Since fully chain extended high molecular weight, isocyanate free polyurethanes tend to have very high viscosities even at elevated temperatures, it is not practical to disperse them in water after the chain extension reaction has been completed. The preferred method is to make an isocyanate-terminated prepolymer containing the solubilizing amine salt of the carboxylic acid and disperse the prepolymer in water while the prepolymer is at a workable viscosity. Once the prepolymer is dispersed in the water, chain extension to high molecular weight takes place in the dispersed droplets by reaction with water or with any suitable chain extender that is present in the water, for example, a water soluble diamine.
It is well known to those of ordinary skill in the art that in the preparation of fully reacted polyurethane polymers that are to be cast in solution as films or coatings, that the use of reactants with a functionality of greater than two is very hazardous since they promote branching and unless the branching is controlled will quickly result in the gelation of the growing polymer chains into an intractable mass. Knowing the concentration and functionality of each of the reactants yields the predictability of knowing at what point during the reaction that the growing polymer will become an insoluble continuous network or gel, i.e., crosslinked. These calculations for the gel point are well defined in such textbooks as Flory's Principles of Polymer Chemistry. They may be found in Chapter IX entitled "Molecular Weight Distributions in Nonlinear Polymers and the Theory of Gelation", pages 347-361, incorporated herein by reference.

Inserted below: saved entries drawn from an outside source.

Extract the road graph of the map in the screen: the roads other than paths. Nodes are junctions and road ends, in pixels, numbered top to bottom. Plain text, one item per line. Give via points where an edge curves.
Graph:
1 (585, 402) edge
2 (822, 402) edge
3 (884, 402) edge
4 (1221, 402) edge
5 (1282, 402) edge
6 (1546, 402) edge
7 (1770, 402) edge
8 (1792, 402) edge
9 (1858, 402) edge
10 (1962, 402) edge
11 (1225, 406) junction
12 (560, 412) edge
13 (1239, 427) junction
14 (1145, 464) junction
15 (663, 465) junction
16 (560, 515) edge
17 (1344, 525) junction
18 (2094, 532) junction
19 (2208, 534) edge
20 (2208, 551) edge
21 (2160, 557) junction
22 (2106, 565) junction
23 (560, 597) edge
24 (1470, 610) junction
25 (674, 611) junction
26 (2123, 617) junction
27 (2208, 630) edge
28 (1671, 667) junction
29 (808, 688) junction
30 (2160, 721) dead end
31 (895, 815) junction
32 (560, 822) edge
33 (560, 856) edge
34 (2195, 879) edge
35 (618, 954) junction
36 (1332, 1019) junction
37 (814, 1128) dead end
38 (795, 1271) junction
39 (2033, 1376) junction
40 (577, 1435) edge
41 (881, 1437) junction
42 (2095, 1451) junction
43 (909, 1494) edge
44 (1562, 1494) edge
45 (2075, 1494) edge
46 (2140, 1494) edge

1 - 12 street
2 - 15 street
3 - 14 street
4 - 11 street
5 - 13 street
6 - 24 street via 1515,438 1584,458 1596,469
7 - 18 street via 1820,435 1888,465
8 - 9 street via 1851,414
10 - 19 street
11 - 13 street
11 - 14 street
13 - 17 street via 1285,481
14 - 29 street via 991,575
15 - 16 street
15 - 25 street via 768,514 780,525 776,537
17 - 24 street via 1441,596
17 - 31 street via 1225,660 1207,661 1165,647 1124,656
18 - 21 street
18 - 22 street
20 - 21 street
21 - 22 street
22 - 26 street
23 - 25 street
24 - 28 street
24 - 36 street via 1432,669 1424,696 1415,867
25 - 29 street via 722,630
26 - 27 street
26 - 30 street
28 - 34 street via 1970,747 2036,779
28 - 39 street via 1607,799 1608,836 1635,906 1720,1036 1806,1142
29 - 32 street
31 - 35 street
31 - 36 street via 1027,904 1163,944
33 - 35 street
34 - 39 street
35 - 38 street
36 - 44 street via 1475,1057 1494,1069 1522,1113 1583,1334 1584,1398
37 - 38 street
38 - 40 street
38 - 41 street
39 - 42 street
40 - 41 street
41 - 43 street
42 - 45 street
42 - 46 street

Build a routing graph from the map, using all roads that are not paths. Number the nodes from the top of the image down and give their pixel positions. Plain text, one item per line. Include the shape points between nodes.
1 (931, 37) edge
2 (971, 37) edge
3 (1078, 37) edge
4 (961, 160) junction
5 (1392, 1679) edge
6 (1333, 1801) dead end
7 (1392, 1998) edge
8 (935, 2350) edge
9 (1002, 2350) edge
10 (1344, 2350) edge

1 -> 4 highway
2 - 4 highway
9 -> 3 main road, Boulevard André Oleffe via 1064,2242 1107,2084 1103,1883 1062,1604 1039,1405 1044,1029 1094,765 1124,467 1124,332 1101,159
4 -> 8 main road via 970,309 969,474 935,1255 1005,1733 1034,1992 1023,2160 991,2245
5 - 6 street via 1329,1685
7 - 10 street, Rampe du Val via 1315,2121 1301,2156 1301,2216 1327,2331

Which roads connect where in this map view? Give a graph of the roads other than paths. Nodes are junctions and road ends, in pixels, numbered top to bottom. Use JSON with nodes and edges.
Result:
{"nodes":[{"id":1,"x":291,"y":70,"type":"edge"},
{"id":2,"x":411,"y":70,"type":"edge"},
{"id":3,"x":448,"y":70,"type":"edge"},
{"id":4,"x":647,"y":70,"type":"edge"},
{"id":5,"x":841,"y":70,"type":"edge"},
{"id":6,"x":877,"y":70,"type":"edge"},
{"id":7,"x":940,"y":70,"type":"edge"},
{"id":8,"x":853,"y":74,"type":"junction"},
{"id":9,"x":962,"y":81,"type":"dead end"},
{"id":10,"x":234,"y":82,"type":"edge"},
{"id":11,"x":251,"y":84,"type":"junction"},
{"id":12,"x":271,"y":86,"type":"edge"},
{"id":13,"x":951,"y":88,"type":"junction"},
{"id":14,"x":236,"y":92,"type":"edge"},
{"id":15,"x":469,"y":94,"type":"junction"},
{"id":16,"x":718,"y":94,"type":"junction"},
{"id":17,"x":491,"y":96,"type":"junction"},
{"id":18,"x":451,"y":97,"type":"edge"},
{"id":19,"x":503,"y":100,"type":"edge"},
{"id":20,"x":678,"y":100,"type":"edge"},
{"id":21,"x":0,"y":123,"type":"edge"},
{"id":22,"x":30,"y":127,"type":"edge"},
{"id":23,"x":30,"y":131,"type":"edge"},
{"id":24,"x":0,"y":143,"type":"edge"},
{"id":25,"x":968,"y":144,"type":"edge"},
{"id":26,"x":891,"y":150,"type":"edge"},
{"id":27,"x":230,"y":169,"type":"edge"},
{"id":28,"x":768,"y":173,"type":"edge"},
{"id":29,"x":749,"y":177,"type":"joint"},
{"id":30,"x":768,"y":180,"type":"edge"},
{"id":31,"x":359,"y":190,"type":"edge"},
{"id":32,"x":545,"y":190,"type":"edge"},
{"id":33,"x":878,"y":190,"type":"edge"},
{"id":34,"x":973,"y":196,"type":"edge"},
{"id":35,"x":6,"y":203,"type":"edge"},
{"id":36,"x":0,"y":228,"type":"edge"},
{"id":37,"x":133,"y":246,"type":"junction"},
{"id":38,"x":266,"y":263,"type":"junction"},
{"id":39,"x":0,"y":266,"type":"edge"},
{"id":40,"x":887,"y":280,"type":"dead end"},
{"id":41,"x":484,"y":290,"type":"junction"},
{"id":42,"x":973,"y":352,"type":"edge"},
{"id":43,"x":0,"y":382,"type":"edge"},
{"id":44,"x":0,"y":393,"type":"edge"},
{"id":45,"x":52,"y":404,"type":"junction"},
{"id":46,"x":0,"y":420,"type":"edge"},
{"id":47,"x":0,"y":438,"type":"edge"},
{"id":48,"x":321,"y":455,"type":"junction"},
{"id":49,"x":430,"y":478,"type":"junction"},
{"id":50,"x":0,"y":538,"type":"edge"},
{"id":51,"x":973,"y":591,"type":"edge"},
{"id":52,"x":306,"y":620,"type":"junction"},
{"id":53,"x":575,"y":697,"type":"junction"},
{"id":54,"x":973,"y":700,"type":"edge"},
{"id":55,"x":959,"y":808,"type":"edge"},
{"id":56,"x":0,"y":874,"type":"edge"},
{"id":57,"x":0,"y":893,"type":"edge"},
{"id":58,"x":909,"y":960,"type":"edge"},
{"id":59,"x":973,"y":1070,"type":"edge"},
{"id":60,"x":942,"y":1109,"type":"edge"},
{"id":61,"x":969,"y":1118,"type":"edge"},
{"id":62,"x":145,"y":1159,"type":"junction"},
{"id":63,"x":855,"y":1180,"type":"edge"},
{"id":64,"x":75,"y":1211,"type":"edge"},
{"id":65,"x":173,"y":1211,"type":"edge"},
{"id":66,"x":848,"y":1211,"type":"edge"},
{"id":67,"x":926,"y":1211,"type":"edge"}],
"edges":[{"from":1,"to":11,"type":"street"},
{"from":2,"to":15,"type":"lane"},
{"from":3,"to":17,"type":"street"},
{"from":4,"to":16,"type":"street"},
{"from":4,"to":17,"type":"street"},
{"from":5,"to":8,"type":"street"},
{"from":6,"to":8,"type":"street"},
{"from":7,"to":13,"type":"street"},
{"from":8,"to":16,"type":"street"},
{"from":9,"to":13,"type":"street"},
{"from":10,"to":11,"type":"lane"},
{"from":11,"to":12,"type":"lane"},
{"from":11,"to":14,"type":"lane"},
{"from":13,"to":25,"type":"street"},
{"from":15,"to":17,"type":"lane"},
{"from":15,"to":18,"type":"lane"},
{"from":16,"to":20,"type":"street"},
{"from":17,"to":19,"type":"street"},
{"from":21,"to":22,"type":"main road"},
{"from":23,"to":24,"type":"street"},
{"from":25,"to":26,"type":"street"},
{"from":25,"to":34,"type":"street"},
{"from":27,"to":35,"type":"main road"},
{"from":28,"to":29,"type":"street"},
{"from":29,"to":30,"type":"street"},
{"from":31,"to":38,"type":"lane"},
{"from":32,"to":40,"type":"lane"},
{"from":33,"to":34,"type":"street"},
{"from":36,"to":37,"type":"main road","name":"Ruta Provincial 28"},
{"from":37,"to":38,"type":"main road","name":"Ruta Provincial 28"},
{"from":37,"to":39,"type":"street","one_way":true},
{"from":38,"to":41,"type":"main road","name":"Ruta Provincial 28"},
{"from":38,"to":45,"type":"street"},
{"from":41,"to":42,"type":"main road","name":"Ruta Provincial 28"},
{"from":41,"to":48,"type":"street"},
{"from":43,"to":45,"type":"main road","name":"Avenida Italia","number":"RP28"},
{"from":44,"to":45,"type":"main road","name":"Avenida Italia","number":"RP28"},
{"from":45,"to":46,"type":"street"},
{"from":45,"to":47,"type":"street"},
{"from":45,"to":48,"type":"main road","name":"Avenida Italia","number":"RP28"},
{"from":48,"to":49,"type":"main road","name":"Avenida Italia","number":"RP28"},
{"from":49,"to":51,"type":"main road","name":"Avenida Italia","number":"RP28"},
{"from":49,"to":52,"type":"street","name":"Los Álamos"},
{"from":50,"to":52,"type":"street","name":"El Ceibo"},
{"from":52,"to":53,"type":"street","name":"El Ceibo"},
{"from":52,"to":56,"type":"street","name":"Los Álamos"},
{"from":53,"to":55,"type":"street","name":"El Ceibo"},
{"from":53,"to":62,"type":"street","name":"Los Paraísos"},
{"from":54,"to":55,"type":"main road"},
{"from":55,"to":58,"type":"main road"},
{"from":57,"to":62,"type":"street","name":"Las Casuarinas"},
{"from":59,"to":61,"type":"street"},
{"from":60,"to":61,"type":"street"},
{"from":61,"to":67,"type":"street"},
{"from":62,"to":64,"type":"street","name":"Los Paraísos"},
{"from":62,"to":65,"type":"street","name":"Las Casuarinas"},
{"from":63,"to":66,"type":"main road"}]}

While numerous cross-links in a coating have obvious advantages in terms of solvent resistance and heat resistance, it is generally not possible to prepare such a film or coating without resorting to two component systems with all their inherent disadvantages or to polymers with built-in reactive sites that require heat or radiation for crosslinking. Although numerous urethane coatings have been commercialized using the two component systems and built-in reactive sites, a desirable improvement in the state of the art would be to achieve a product comparable to these systems without their attendant disadvantages.
Thus, in accordance with the present invention a process for preparing crosslinked but coalescible dispersed polymer particles is provided. Further, these particles, being cast from an aqueous dispersion, are film forming at room temperature, thus requiring no heat that can damage sensitive substrates.
Further, in accordance with the present invention, the advantages of a fully reacted system without highly reactive and toxic co-reactants are provided. Further, the attendant advantages of an aqueous system are provided by the present invention.